Finalmente ora, o forse da sempre, Marilena si sente italiana al 100% ed è impegnata nella realizzazione di documentari e progetti musicali in Ruanda e Malawi, tra i quali l’album “I have no eveything here”, prodotto dalla scrittrice insieme con il marito Ian Brennan, realizzato da detenuti del carcere di massima sicurezza di Zomba e nominato nella categoria World Music degli ultimi Grammy Awards.

Il vescovo Pelvi: “Il problema verso le diversità e verso chi è diverso è in noi stessi”

pelviLa presentazione di “Razzismo all’italiana” di Marilena Umuhoza, rappresenta il primo appuntamento di “Confini differenti”, un ciclo di inediti eventi culturali proposti nel corso dell’anno da Calebasse per ospitare storie, entrarne nel cuore, incontrarne visioni, sapori e identità personali. Ecco che Calebasse ci porta a fare un nuovo viaggio. Un viaggio di vita, con chi inizialmente ha rifiutato la propria identità, perchè confusa e disorientata, e che ne ha restituito il suo inestimabile valore, amando pienamente le proprie origini.. 

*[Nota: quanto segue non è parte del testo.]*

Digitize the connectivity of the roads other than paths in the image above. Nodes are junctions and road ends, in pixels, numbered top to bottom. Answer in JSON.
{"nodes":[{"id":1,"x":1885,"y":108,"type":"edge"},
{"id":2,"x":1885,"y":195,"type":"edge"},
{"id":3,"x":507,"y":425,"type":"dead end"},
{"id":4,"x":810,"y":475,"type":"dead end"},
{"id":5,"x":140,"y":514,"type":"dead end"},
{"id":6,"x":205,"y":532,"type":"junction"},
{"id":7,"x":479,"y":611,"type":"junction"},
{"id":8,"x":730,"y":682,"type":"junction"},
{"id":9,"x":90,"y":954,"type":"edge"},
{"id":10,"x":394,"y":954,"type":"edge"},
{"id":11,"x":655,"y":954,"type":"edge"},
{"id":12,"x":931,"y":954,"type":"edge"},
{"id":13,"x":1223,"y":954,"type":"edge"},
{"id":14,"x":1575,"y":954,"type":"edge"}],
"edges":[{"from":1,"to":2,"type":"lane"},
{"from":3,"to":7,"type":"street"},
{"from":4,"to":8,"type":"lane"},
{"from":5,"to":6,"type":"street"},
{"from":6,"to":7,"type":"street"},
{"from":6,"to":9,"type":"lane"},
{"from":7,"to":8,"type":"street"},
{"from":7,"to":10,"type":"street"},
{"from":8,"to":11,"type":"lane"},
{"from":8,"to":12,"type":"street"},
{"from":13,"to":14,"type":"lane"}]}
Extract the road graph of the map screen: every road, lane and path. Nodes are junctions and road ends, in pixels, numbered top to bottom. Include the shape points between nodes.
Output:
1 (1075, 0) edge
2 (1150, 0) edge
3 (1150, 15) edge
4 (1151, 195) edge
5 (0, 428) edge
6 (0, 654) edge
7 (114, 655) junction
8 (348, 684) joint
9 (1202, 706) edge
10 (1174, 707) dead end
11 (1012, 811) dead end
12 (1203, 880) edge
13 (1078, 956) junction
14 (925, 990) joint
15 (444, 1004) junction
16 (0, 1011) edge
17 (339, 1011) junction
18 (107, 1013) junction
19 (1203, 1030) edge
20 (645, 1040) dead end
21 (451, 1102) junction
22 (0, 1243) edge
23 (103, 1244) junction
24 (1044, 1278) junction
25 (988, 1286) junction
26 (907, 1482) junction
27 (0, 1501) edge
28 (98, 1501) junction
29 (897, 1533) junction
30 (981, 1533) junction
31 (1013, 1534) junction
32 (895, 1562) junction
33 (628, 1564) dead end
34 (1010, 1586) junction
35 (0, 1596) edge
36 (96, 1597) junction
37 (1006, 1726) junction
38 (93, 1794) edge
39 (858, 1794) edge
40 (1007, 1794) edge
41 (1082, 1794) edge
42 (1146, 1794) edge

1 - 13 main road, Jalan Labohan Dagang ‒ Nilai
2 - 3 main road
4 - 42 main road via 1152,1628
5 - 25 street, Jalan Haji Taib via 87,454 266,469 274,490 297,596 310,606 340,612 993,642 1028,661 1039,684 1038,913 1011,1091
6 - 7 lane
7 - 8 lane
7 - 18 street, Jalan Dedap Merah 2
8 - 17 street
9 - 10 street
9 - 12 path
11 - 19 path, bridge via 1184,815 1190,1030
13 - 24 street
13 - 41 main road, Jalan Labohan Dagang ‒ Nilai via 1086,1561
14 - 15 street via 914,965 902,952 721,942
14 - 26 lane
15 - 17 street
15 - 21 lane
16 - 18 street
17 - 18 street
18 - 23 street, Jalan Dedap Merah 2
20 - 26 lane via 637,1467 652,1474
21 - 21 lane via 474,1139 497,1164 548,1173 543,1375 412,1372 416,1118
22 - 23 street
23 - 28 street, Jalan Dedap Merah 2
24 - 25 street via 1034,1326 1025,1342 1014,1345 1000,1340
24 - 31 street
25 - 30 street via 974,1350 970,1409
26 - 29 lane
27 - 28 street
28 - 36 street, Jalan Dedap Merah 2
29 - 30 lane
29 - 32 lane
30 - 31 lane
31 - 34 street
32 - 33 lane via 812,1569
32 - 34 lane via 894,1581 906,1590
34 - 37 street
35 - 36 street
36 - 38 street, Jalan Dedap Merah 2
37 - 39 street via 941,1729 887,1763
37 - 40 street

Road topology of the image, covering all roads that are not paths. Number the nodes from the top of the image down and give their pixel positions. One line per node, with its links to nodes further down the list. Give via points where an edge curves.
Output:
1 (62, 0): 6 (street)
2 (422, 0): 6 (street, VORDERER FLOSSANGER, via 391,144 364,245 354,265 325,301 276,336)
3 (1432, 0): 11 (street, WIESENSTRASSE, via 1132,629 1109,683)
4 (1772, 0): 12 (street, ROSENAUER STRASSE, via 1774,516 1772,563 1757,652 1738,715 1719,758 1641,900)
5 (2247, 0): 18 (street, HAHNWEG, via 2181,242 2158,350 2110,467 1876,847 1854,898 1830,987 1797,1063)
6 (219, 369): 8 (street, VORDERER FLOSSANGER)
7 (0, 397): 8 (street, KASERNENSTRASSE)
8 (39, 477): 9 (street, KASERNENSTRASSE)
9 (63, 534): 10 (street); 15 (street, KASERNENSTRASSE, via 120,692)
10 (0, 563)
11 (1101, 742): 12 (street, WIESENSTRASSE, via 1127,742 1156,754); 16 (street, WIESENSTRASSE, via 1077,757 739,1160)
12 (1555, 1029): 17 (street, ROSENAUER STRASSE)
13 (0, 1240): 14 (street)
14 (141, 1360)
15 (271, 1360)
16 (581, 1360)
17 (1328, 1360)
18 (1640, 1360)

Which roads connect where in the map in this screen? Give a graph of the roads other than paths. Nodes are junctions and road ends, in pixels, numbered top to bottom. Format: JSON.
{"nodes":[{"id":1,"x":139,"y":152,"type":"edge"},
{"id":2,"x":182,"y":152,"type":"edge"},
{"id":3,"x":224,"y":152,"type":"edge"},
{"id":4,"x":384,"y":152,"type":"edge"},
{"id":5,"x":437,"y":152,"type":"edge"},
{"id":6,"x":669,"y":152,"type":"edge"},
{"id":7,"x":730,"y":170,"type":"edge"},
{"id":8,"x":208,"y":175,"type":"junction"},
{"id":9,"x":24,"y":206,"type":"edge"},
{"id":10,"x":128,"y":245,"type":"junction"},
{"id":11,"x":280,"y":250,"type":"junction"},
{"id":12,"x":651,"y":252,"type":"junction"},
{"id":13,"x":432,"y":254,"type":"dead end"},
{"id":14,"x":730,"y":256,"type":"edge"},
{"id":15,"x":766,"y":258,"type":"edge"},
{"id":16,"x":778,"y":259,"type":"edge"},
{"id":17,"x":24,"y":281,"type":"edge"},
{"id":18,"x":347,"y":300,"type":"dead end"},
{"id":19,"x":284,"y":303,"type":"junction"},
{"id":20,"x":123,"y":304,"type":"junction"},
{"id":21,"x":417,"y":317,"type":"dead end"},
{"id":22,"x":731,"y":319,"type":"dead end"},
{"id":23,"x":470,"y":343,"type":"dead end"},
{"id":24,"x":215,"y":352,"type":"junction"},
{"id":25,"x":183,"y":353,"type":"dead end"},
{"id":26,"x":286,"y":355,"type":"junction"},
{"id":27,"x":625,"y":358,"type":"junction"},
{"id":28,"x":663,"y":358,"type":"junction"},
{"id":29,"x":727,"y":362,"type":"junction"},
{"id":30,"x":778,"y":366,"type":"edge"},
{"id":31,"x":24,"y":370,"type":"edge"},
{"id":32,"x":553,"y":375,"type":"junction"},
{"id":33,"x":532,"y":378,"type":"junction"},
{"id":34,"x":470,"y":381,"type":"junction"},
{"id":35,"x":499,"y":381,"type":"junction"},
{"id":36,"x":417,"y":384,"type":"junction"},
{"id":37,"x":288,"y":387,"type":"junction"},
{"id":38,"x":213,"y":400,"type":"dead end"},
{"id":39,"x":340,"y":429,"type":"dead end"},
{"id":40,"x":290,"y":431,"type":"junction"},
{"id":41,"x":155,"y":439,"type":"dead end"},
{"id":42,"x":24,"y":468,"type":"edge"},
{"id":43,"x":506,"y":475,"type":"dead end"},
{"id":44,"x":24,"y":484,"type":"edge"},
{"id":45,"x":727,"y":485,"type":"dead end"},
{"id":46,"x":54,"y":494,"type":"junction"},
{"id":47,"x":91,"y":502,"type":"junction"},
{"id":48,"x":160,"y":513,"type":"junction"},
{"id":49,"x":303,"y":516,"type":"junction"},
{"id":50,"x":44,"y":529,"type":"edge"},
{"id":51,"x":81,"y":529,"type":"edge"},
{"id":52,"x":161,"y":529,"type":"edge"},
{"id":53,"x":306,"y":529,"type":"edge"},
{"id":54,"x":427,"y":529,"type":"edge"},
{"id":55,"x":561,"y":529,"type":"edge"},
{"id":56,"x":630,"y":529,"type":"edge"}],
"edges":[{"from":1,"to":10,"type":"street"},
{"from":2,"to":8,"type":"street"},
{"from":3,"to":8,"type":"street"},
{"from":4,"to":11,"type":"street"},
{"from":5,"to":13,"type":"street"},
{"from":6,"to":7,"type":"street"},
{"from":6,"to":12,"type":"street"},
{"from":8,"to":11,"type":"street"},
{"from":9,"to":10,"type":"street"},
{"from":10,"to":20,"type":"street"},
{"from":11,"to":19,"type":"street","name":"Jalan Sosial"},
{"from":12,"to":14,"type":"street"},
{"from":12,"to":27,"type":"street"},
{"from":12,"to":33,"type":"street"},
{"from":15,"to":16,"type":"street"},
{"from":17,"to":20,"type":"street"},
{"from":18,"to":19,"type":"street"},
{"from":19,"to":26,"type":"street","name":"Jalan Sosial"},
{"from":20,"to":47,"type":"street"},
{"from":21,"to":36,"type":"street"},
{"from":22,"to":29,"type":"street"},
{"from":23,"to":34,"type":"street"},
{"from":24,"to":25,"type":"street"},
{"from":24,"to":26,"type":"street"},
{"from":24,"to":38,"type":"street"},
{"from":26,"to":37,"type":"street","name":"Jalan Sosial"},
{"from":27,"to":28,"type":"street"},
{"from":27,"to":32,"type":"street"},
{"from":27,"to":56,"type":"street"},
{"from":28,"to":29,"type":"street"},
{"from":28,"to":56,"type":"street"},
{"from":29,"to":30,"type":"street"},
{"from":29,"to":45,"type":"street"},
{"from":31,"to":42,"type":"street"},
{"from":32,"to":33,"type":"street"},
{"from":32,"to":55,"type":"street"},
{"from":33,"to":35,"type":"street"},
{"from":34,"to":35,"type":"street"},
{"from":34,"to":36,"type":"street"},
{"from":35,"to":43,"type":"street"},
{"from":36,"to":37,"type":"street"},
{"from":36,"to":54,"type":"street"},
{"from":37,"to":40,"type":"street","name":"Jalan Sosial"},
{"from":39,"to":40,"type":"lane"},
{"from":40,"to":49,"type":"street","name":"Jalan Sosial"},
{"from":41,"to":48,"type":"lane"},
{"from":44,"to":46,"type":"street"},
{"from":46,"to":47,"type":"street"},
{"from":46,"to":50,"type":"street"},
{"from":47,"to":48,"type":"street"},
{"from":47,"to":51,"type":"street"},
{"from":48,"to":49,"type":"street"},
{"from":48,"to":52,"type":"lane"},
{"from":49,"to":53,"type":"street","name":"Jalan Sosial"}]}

“Il problema verso le diversità e verso chi è diverso è in noi stessi”, dichiara monsignor Vincenzo Pelvi, vescovo di Foggia. “Il libro è molto significativo e  mi fa pensare tanto alla città di Foggia e a tutte le dinamiche di volontariato, accoglienza e associazionismo che sono a sostegno di queste persone considerate diverse. Se penso che 20.000  ragazzi lavorano come agricoltori nella raccolta dei pomodori dico allora grazie per quello che fate come centro interculturale e grazie per aver creato questo libro. Bisogna sempre guardare avanti e pensare sempre che il centro del mondo non è solo l’Europa ma lo è anche l’uomo con il suo operato”.